What is your elevator pitch to folks in the industry describing your book?

You mean the bane of my existence? I have like 12 versions. The simplest: Part manual, part womanifesto, FEMINIST FIGHT CLUB is a humorous yet incisive guide to battling sexism at work. It is 21 percent more expensive for men.

What you tell your relatives it’s about?

TAKING DOWN THE MAN, muahahahaha.

How long was this project marinating in a draft or in your head before it became a book deal?

I suppose since I began my career — though I didn’t realize it. The book was inspired by my real-life feminist fight club, a group of women I’ve been meeting with since I began my career at Newsweek almost a decade ago. We’d meet monthly, and we still do, to share advice, support, and tricks of the trade from our respective miserable sexist jobs. (OK they weren’t always miserable, but they were sexist.)

Name a book or other piece of art that influenced your writing for this particular project

I spent a lot of time digging through old 1960s manifestos from the women’s liberation movement, and became a bit obsessed. The groups had names like Redstockings, W.I.T.C.H. (the Women’s International Terrorist Conspiracy from Hell), the Lesbian Avengers, the Third World Alliance and S.C.U.M. — the Society for Cutting Up Men — and they put out brilliant declarations like the Black Woman’s Manifesto, and often absurd ones like S.C.U.M. I think SCUM scared the bejeezus out of a lot of people, but to read it today I can’t see how it could be viewed as anything but parody — and it’s actually quite hilarious. It parodied man as an “incomplete female” who was deficient due to his Y chromosome, causing him to be emotionally stunted, egocentric, and lacking empathy. It was distributed throughout the Village, charging women one dollar and men two dollars.

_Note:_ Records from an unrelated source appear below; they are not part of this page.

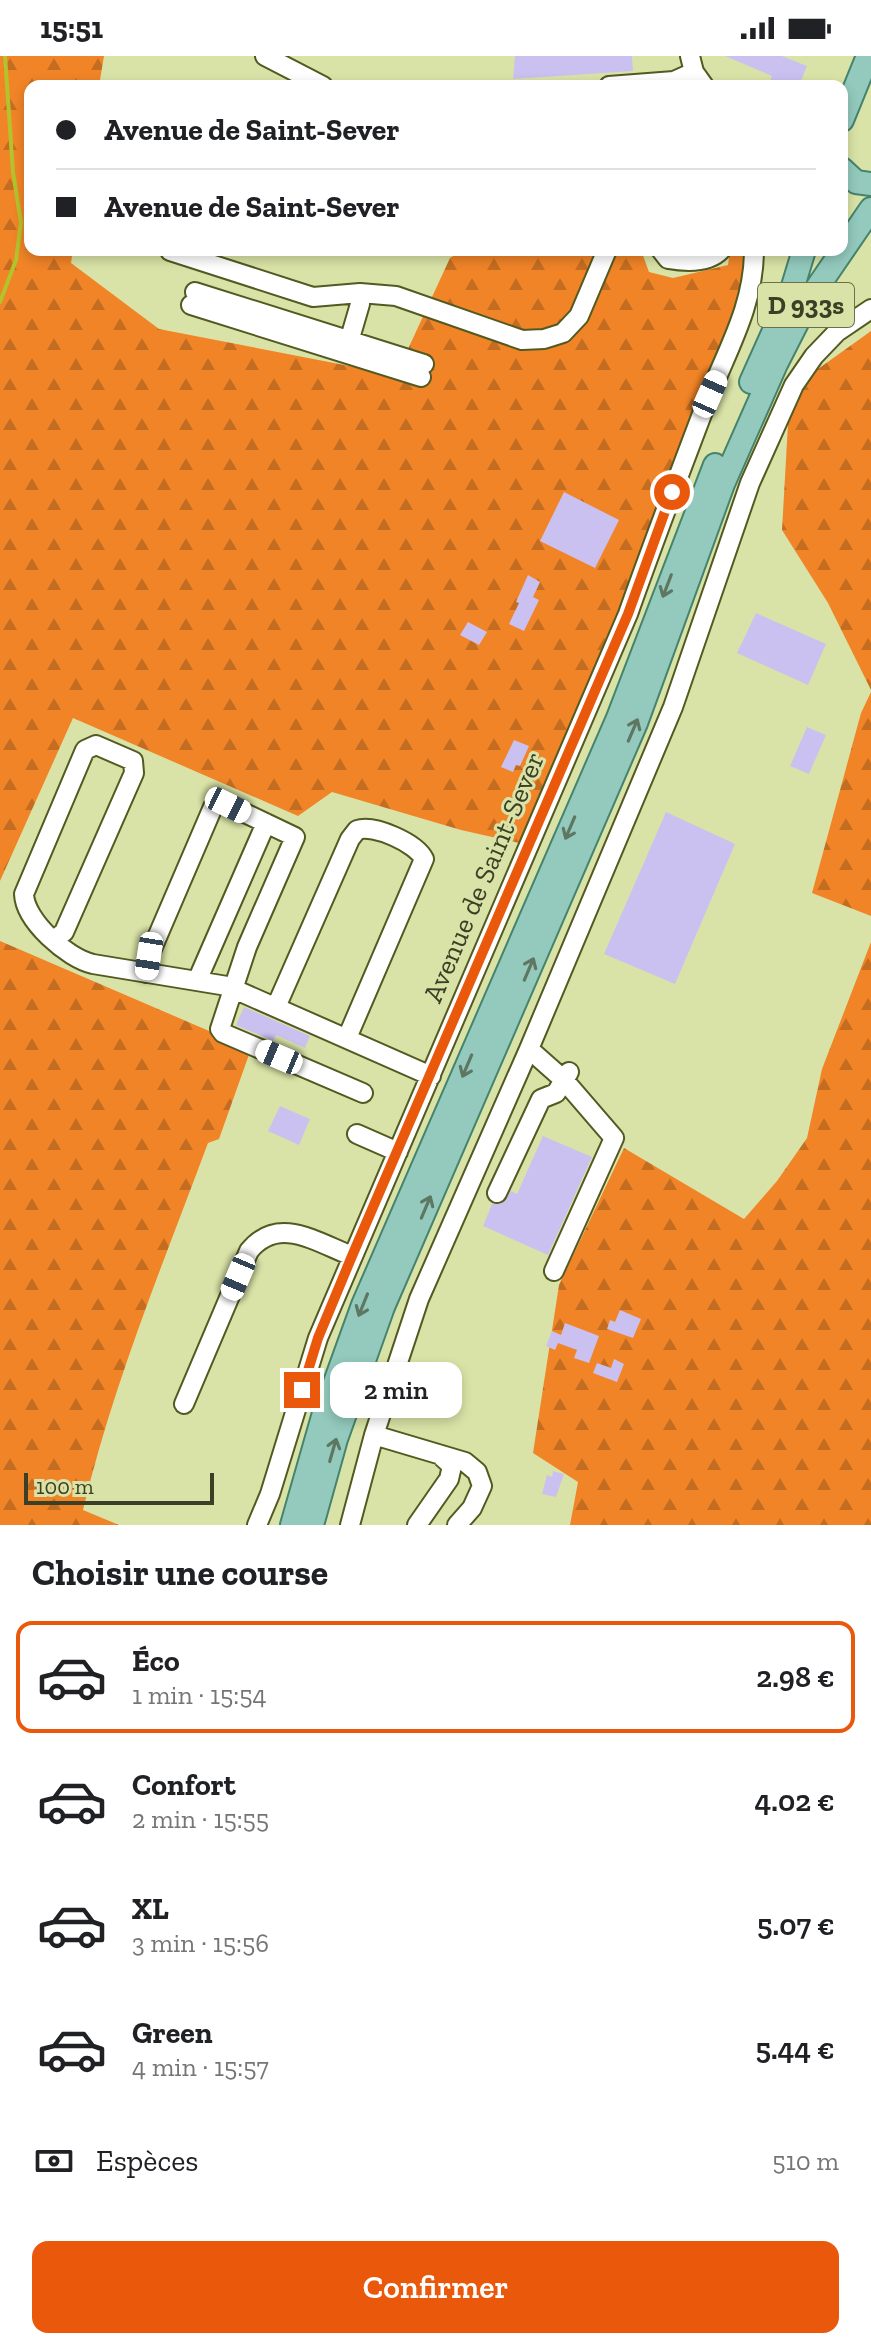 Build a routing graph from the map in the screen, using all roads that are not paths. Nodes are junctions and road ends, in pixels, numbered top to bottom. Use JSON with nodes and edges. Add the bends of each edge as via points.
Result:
{"nodes":[{"id":1,"x":265,"y":56,"type":"edge"},
{"id":2,"x":868,"y":56,"type":"edge"},
{"id":3,"x":696,"y":71,"type":"edge"},
{"id":4,"x":311,"y":80,"type":"edge"},
{"id":5,"x":676,"y":80,"type":"edge"},
{"id":6,"x":848,"y":97,"type":"edge"},
{"id":7,"x":848,"y":175,"type":"edge"},
{"id":8,"x":871,"y":184,"type":"edge"},
{"id":9,"x":871,"y":209,"type":"edge"},
{"id":10,"x":848,"y":243,"type":"edge"},
{"id":11,"x":186,"y":256,"type":"edge"},
{"id":12,"x":604,"y":256,"type":"edge"},
{"id":13,"x":666,"y":256,"type":"edge"},
{"id":14,"x":716,"y":256,"type":"edge"},
{"id":15,"x":754,"y":256,"type":"edge"},
{"id":16,"x":802,"y":256,"type":"edge"},
{"id":17,"x":839,"y":256,"type":"edge"},
{"id":18,"x":360,"y":293,"type":"junction"},
{"id":19,"x":193,"y":298,"type":"dead end"},
{"id":20,"x":871,"y":309,"type":"edge"},
{"id":21,"x":347,"y":347,"type":"junction"},
{"id":22,"x":422,"y":371,"type":"dead end"},
{"id":23,"x":266,"y":823,"type":"junction"},
{"id":24,"x":54,"y":940,"type":"junction"},
{"id":25,"x":146,"y":973,"type":"junction"},
{"id":26,"x":197,"y":981,"type":"junction"},
{"id":27,"x":235,"y":989,"type":"junction"},
{"id":28,"x":276,"y":1007,"type":"junction"},
{"id":29,"x":347,"y":1038,"type":"junction"},
{"id":30,"x":529,"y":1049,"type":"junction"},
{"id":31,"x":431,"y":1076,"type":"junction"},
{"id":32,"x":564,"y":1080,"type":"junction"},
{"id":33,"x":363,"y":1093,"type":"dead end"},
{"id":34,"x":357,"y":1134,"type":"dead end"},
{"id":35,"x":398,"y":1152,"type":"junction"},
{"id":36,"x":497,"y":1193,"type":"dead end"},
{"id":37,"x":352,"y":1256,"type":"junction"},
{"id":38,"x":554,"y":1271,"type":"dead end"},
{"id":39,"x":184,"y":1404,"type":"dead end"},
{"id":40,"x":374,"y":1435,"type":"junction"},
{"id":41,"x":440,"y":1455,"type":"junction"},
{"id":42,"x":465,"y":1462,"type":"junction"},
{"id":43,"x":257,"y":1525,"type":"edge"},
{"id":44,"x":292,"y":1525,"type":"edge"},
{"id":45,"x":312,"y":1525,"type":"edge"},
{"id":46,"x":350,"y":1525,"type":"edge"},
{"id":47,"x":403,"y":1525,"type":"edge"},
{"id":48,"x":417,"y":1525,"type":"edge"},
{"id":49,"x":430,"y":1525,"type":"edge"},
{"id":50,"x":457,"y":1525,"type":"edge"}],
"edges":[{"from":1,"to":4,"type":"street"},
{"from":2,"to":6,"type":"main road"},
{"from":3,"to":5,"type":"street"},
{"from":7,"to":8,"type":"main road"},
{"from":10,"to":9,"type":"main road","number":"D 933s","one_way":true},
{"from":11,"to":18,"type":"street","via":[[313,297]]},
{"from":12,"to":18,"type":"street","via":[[579,316],[563,333],[544,339],[522,340],[396,296]]},
{"from":13,"to":14,"type":"street","via":[[688,262]]},
{"from":15,"to":31,"type":"street","name":"Avenue de Saint-Sever","via":[[744,318],[628,614]]},
{"from":16,"to":44,"type":"main road","number":"D 933s","one_way":true,"via":[[618,718],[363,1305]]},
{"from":45,"to":17,"type":"main road","number":"D 933s","one_way":true,"via":[[383,1307],[641,711],[723,484],[808,301]]},
{"from":18,"to":21,"type":"street"},
{"from":19,"to":21,"type":"street"},
{"from":20,"to":30,"type":"street","via":[[814,356],[785,402],[750,483],[673,707]]},
{"from":21,"to":22,"type":"street"},
{"from":23,"to":25,"type":"street","via":[[228,805],[213,807]]},
{"from":23,"to":26,"type":"street"},
{"from":23,"to":27,"type":"street","via":[[295,837],[247,947]]},
{"from":24,"to":24,"type":"street","via":[[24,903],[24,894],[85,750],[96,745],[133,761],[134,773],[64,932]]},
{"from":24,"to":25,"type":"street","via":[[82,961]]},
{"from":25,"to":26,"type":"street"},
{"from":26,"to":27,"type":"street"},
{"from":27,"to":28,"type":"street"},
{"from":27,"to":33,"type":"street","via":[[221,1023],[223,1033]]},
{"from":28,"to":29,"type":"street"},
{"from":28,"to":29,"type":"street","via":[[350,839],[357,830],[373,828],[415,848],[424,859]]},
{"from":29,"to":31,"type":"street"},
{"from":30,"to":32,"type":"street"},
{"from":30,"to":40,"type":"street","via":[[419,1299]]},
{"from":31,"to":35,"type":"street","name":"Avenue de Saint-Sever"},
{"from":32,"to":36,"type":"street","via":[[556,1093],[541,1099]]},
{"from":32,"to":38,"type":"street","via":[[614,1138]]},
{"from":34,"to":35,"type":"street"},
{"from":35,"to":37,"type":"street","name":"Avenue de Saint-Sever"},
{"from":37,"to":39,"type":"street","via":[[292,1233],[276,1231],[259,1239],[249,1251]]},
{"from":37,"to":43,"type":"street","name":"Avenue de Saint-Sever","via":[[318,1338]]},
{"from":40,"to":41,"type":"street"},
{"from":40,"to":46,"type":"street"},
{"from":41,"to":42,"type":"street"},
{"from":41,"to":47,"type":"street","via":[[438,1477]]},
{"from":41,"to":48,"type":"street","via":[[452,1466],[449,1479]]},
{"from":42,"to":49,"type":"street","via":[[457,1486]]},
{"from":42,"to":50,"type":"street","via":[[477,1472],[482,1486]]}]}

Your favorite show to binge watch when you’re not writing?

Broad City

What’s the last movie you saw in theaters?

Ghostbusters!

Do you listen to music while you’re writing? If so, what kind?

I have always envied those who can write and listen at once. I can’t, sadly.

Do you prefer working in a buzzing coffee shop or silent library?

Buzzing coffee shop when it’s been days since I’ve spoken to another human; silent library when I’m actually trying to write.

Do you write at a desk, bed or couch?

An here I thought my bed was my desk…

Are you a morning writing or late-night writing person?

Middle of the night.

Do you tend towards writing it all out in one big messy draft and then editing, or perfecting as you go (or something in between)?

Perfecting as I go, often to my detriment!

How do you pay the bills, if not solely by your pen and your wit?

I am really hoping to turn my dog into an internet influencer. Just kidding (kind of) — I write articles as a journalist, mostly for the New York Times, and they (usually) pay my bills. I sure hope I can sell this book!